**Task prompt**
Every entry must reappear in your answer exactly as written, though its pictures must not.

[Saved entries]
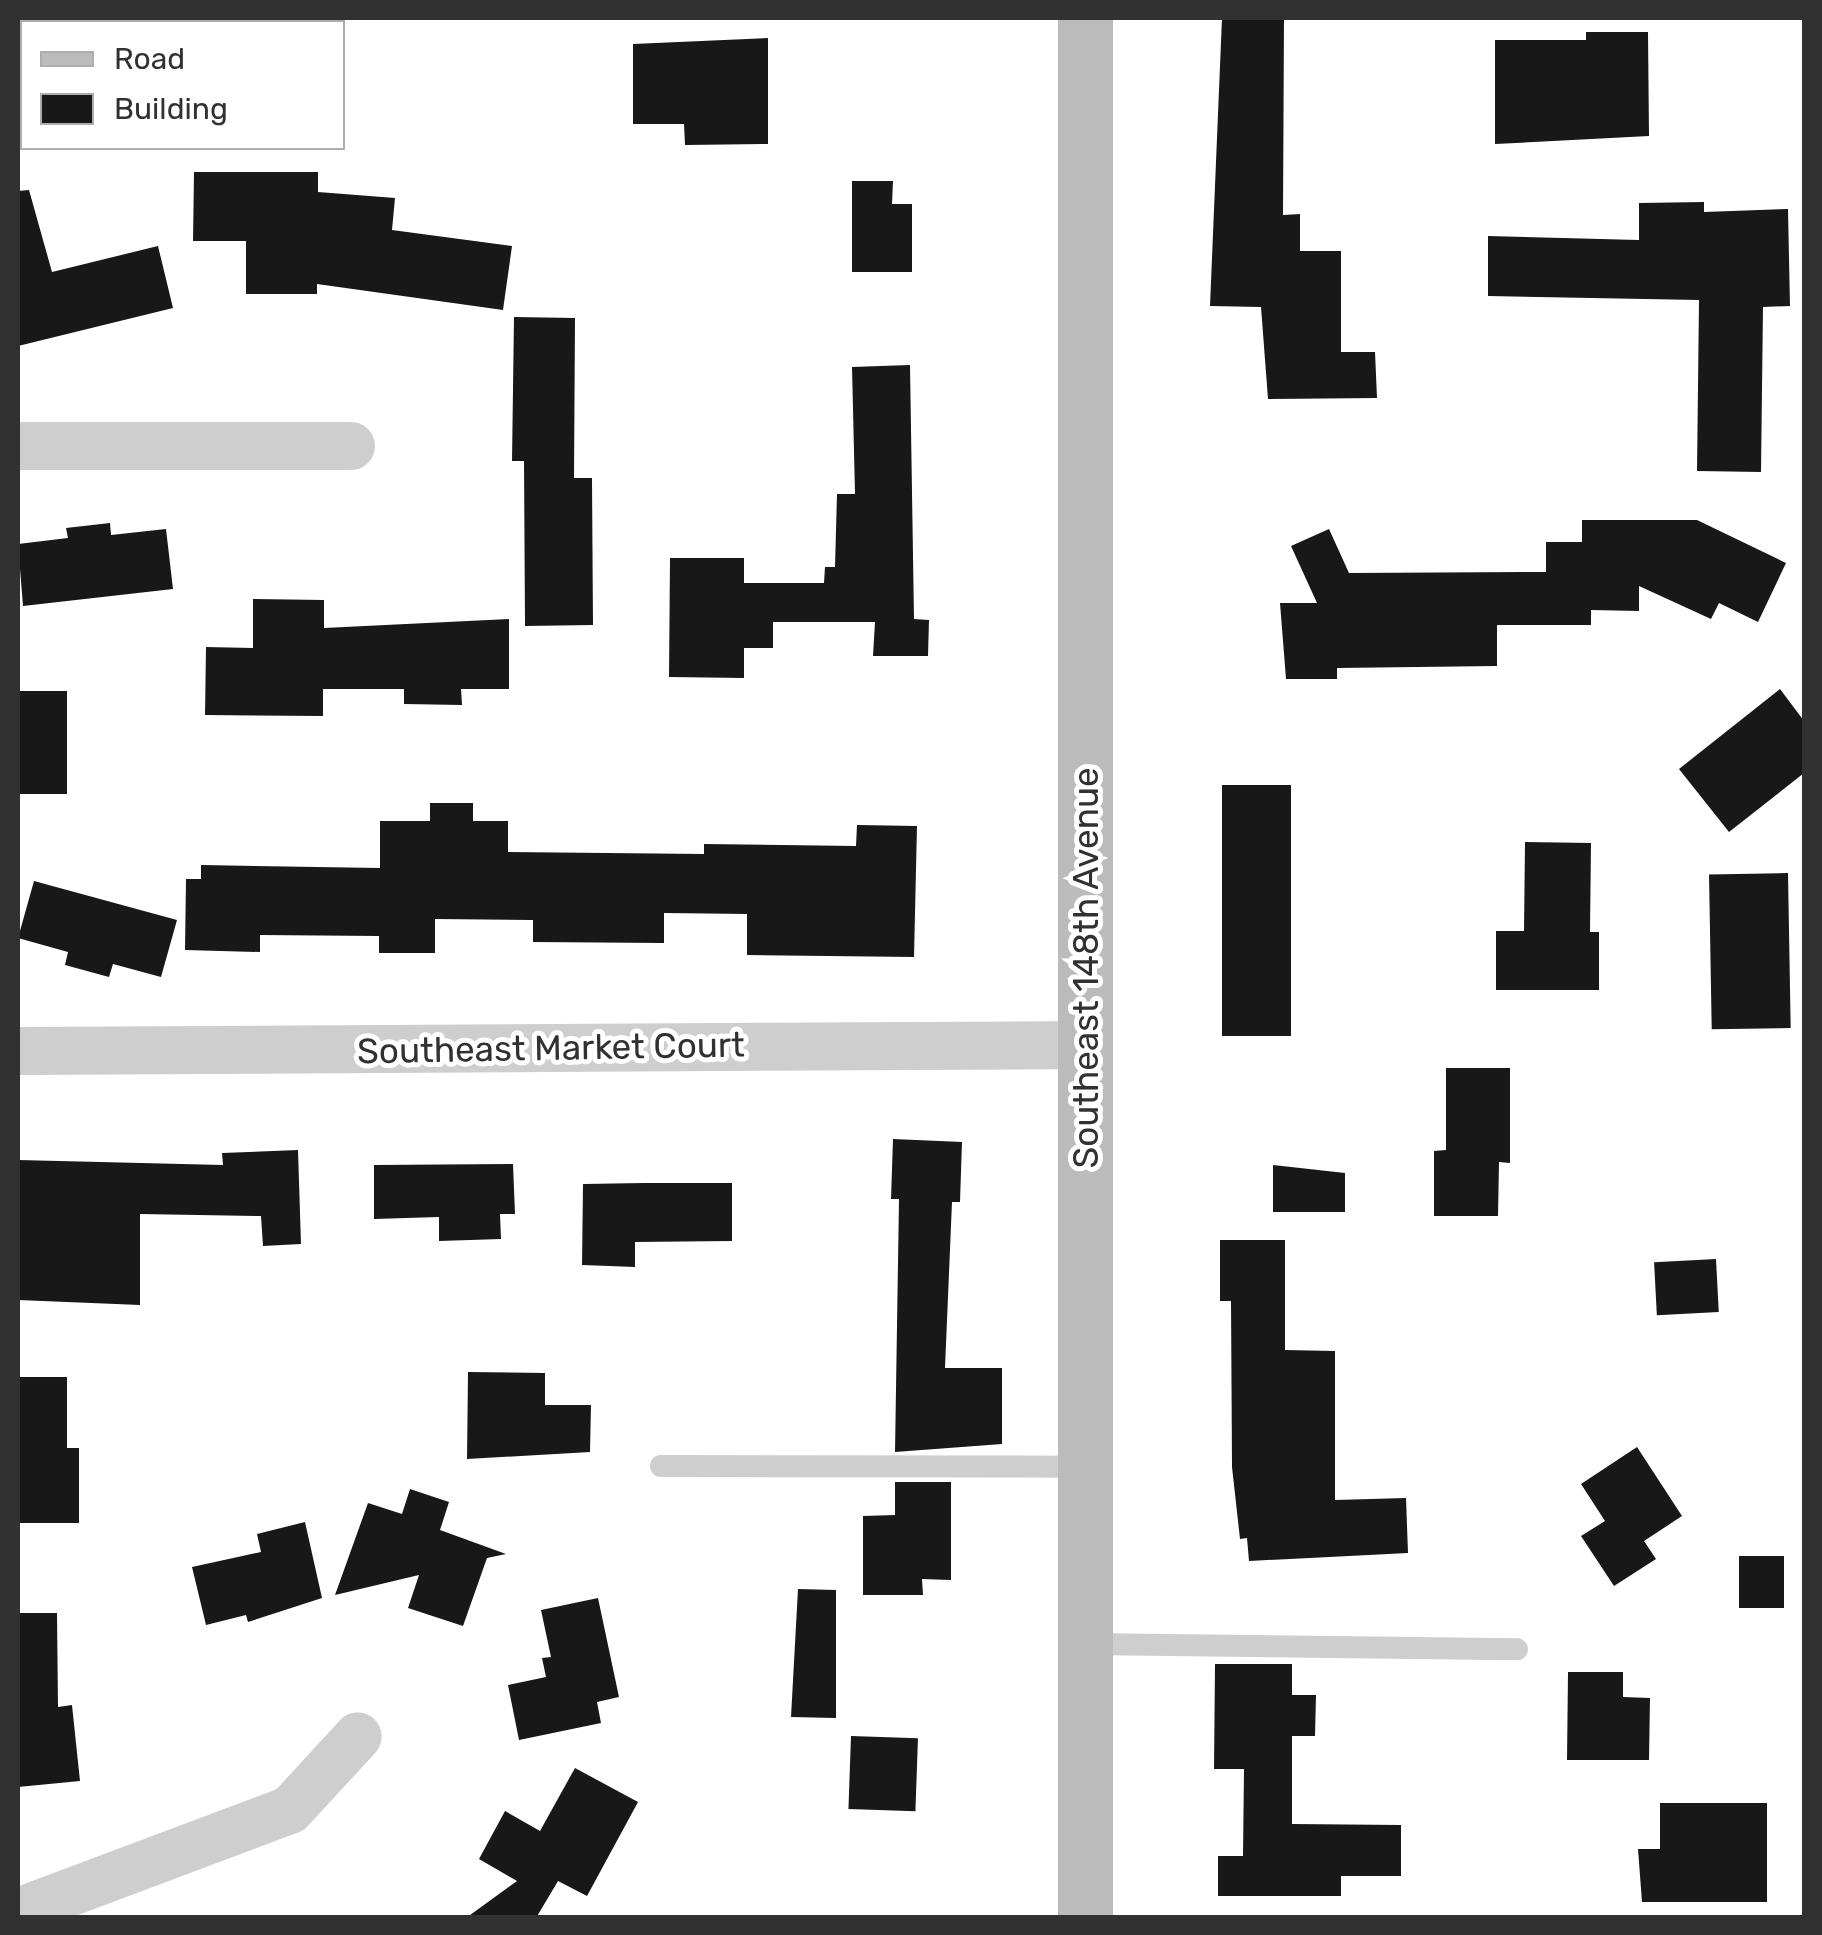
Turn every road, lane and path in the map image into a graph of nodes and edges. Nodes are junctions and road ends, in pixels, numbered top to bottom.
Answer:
1 (1085, 18) edge
2 (18, 446) edge
3 (352, 446) dead end
4 (1084, 1046) junction
5 (18, 1051) edge
6 (661, 1466) dead end
7 (1086, 1467) junction
8 (1086, 1644) junction
9 (1517, 1648) dead end
10 (358, 1736) dead end
11 (18, 1912) edge
12 (1085, 1918) edge

1 - 4 main road, Southeast 148th Avenue
2 - 3 street
4 - 5 street, Southeast Market Court
4 - 7 main road, Southeast 148th Avenue
6 - 7 lane
7 - 8 main road, Southeast 148th Avenue
8 - 9 lane
8 - 12 main road, Southeast 148th Avenue
10 - 11 street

**Reply**
Turn every road, lane and path in the map image into a graph of nodes and edges. Nodes are junctions and road ends, in pixels, numbered top to bottom.
Answer:
1 (1085, 18) edge
2 (18, 446) edge
3 (352, 446) dead end
4 (1084, 1046) junction
5 (18, 1051) edge
6 (661, 1466) dead end
7 (1086, 1467) junction
8 (1086, 1644) junction
9 (1517, 1648) dead end
10 (358, 1736) dead end
11 (18, 1912) edge
12 (1085, 1918) edge

1 - 4 main road, Southeast 148th Avenue
2 - 3 street
4 - 5 street, Southeast Market Court
4 - 7 main road, Southeast 148th Avenue
6 - 7 lane
7 - 8 main road, Southeast 148th Avenue
8 - 9 lane
8 - 12 main road, Southeast 148th Avenue
10 - 11 street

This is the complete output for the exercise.